Monday, June 4, 2018

A Mindful Practice - Step 1 -

Today I begin teaching a Mindfulness Class for Intermountain Cancer Centers. The class is titled: Breathe: Mindfulness, Meditation, and Wellbeing.

For those of you who know me well, you know it's hard for me to keep still. I wiggle, walk, think, think, think, do, do, do. Yet over these past few years I've learned the value of being still. In fact, "Be Still My Soul," has been a favorite hymn of mine, and more than that, my mantra for quite some time.

Being still is easier said than done, and many times I have to make sure everything is "done," before I can practice stillness. This sometimes means blinds cleaned, dust from under the bed vacuumed away, mail gone through, chairs straightened, front porch swept, meals planned, laundry in the wash - seriously, I am the delayer of stillness.

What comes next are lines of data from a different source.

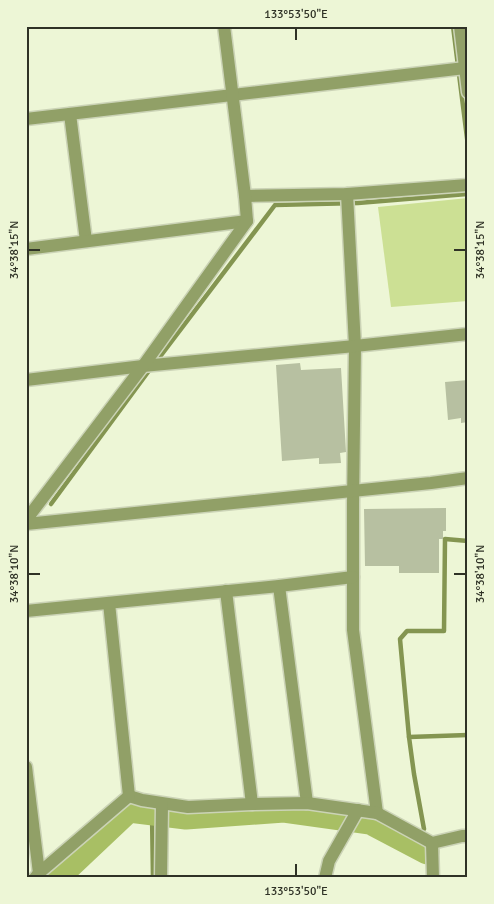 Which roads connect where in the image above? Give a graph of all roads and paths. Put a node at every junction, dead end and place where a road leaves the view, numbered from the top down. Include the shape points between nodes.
1 (224, 26) edge
2 (460, 26) edge
3 (460, 68) junction
4 (468, 92) edge
5 (232, 95) junction
6 (70, 114) junction
7 (26, 120) edge
8 (468, 185) edge
9 (245, 196) junction
10 (347, 200) junction
11 (247, 221) junction
12 (86, 241) junction
13 (26, 249) edge
14 (468, 334) edge
15 (355, 346) junction
16 (151, 365) junction
17 (26, 380) edge
18 (468, 478) edge
19 (353, 491) junction
20 (26, 520) edge
21 (26, 524) edge
22 (353, 577) junction
23 (279, 586) junction
24 (226, 592) junction
25 (109, 603) junction
26 (26, 611) edge
27 (26, 768) edge
28 (129, 796) junction
29 (306, 803) junction
30 (252, 804) junction
31 (162, 810) junction
32 (377, 813) junction
33 (354, 817) junction
34 (468, 836) edge
35 (432, 843) junction
36 (37, 875) edge
37 (161, 878) edge
38 (325, 878) edge
39 (433, 878) edge

1 - 5 street
2 - 3 street
3 - 4 street
3 - 5 street
5 - 6 street
5 - 9 street
6 - 7 street
6 - 12 street
8 - 10 street
9 - 10 street
9 - 11 street
10 - 15 street
11 - 12 street
11 - 16 street
12 - 13 street
14 - 15 street
15 - 16 street
15 - 19 street
16 - 17 street
16 - 20 street
18 - 19 street
19 - 21 street
19 - 22 street
22 - 23 street
22 - 32 street via 353,630
23 - 24 street
23 - 29 street
24 - 25 street
24 - 30 street
25 - 26 street
25 - 28 street
27 - 36 street
28 - 31 street
28 - 36 street
29 - 30 street
29 - 33 street
30 - 31 street
31 - 37 street
32 - 33 street
32 - 35 street
33 - 38 street via 328,861
34 - 35 street
35 - 39 street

Yet I'm learning, and as I'm always a work-in-progress, I've learned how renewing a few moments of stillness can be. I do my best to find a sunny spot; I prefer laying flat down on the ground, or sitting in a chair where I can lay my legs out in front of me; I lean my head back, close my eyes, and go somewhere safe, comfortable, warm, take deep breaths and begin voicing my "omm phrase." I have several, and based on how I'm feeling, I choose one. Right now they are words where I can draw out the vowels and soft consonants, similar to chanting "ommmmmmmmm." Sometimes I voice this, most often I think it. Always practicing my deep breaths.

And then I go away - away to wherever my relaxed mind takes me. Typically this is for 3-8 minutes, then I'm drawn back to the present with a noise, a smell, a startle, and I'm awake and alert and ready for what's next in the day.

But more than anything, I'm rejuvenated and relaxed.

I strongly suggest beginning a short meditation as above for the beginning step in practicing mindfulness.